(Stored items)
== Segment start ==

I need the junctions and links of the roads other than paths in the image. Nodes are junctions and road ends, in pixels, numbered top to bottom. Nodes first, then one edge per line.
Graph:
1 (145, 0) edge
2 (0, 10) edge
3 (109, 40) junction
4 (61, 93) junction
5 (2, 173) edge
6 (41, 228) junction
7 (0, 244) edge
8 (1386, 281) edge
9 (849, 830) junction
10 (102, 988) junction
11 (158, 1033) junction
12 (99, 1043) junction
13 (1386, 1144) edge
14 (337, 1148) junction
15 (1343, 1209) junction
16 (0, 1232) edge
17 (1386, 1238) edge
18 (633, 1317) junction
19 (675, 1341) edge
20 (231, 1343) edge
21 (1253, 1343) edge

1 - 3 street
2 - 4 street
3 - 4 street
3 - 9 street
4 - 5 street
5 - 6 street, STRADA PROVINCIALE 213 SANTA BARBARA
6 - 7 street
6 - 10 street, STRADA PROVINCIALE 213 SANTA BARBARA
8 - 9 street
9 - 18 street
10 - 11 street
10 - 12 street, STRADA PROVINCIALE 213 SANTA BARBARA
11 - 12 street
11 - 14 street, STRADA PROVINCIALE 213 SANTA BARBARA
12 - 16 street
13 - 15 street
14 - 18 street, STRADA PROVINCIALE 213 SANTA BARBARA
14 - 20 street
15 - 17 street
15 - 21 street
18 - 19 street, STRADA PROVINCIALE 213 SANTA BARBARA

== Segment end ==

EXERCISE REQUIREMENTS: All lines from the records above should be copied exactly.

WRITTEN RESPONSE:
I need the junctions and links of the roads other than paths in the image. Nodes are junctions and road ends, in pixels, numbered top to bottom. Nodes first, then one edge per line.
Graph:
1 (145, 0) edge
2 (0, 10) edge
3 (109, 40) junction
4 (61, 93) junction
5 (2, 173) edge
6 (41, 228) junction
7 (0, 244) edge
8 (1386, 281) edge
9 (849, 830) junction
10 (102, 988) junction
11 (158, 1033) junction
12 (99, 1043) junction
13 (1386, 1144) edge
14 (337, 1148) junction
15 (1343, 1209) junction
16 (0, 1232) edge
17 (1386, 1238) edge
18 (633, 1317) junction
19 (675, 1341) edge
20 (231, 1343) edge
21 (1253, 1343) edge

1 - 3 street
2 - 4 street
3 - 4 street
3 - 9 street
4 - 5 street
5 - 6 street, STRADA PROVINCIALE 213 SANTA BARBARA
6 - 7 street
6 - 10 street, STRADA PROVINCIALE 213 SANTA BARBARA
8 - 9 street
9 - 18 street
10 - 11 street
10 - 12 street, STRADA PROVINCIALE 213 SANTA BARBARA
11 - 12 street
11 - 14 street, STRADA PROVINCIALE 213 SANTA BARBARA
12 - 16 street
13 - 15 street
14 - 18 street, STRADA PROVINCIALE 213 SANTA BARBARA
14 - 20 street
15 - 17 street
15 - 21 street
18 - 19 street, STRADA PROVINCIALE 213 SANTA BARBARA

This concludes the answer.